= Exercise material =

┏━━

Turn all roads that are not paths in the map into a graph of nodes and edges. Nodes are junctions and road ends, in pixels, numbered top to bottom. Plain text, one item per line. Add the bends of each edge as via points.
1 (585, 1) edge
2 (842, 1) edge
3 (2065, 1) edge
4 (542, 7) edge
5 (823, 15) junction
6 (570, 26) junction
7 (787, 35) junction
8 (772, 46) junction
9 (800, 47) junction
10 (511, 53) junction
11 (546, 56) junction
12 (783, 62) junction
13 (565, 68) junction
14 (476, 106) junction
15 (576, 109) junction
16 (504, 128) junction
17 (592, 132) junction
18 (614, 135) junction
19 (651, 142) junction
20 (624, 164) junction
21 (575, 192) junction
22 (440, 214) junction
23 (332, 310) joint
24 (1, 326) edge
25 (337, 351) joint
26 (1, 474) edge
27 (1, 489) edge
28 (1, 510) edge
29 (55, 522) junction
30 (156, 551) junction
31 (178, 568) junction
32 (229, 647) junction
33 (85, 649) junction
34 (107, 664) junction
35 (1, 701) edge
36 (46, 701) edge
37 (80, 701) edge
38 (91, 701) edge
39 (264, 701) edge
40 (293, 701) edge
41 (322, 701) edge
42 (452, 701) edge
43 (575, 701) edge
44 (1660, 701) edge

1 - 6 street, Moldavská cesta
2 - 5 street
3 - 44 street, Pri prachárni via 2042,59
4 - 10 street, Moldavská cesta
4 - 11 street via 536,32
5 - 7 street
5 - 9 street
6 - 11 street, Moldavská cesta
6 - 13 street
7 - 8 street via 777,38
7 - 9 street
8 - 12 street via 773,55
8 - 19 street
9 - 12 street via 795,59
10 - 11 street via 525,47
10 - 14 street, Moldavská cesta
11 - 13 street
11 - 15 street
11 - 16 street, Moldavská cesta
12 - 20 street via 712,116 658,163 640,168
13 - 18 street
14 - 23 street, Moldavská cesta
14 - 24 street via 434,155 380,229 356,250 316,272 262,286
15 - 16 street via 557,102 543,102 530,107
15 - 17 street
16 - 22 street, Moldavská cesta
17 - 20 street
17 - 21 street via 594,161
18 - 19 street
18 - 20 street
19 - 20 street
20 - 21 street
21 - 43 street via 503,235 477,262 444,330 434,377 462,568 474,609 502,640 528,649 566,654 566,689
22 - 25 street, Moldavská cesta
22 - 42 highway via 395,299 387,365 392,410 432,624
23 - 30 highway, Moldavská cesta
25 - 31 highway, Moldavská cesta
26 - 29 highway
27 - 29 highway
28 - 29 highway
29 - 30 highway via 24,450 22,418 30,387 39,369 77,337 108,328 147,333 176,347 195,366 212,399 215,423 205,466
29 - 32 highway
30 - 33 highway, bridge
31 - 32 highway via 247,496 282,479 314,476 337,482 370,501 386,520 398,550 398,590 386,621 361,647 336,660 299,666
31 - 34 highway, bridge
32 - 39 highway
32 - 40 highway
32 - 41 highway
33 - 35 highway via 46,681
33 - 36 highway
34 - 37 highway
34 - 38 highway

┗━━

= Work item =
Nothing but a number is wanted here: please count the lines in the entries above that include the word "Moldavská".

= Exercise response =
10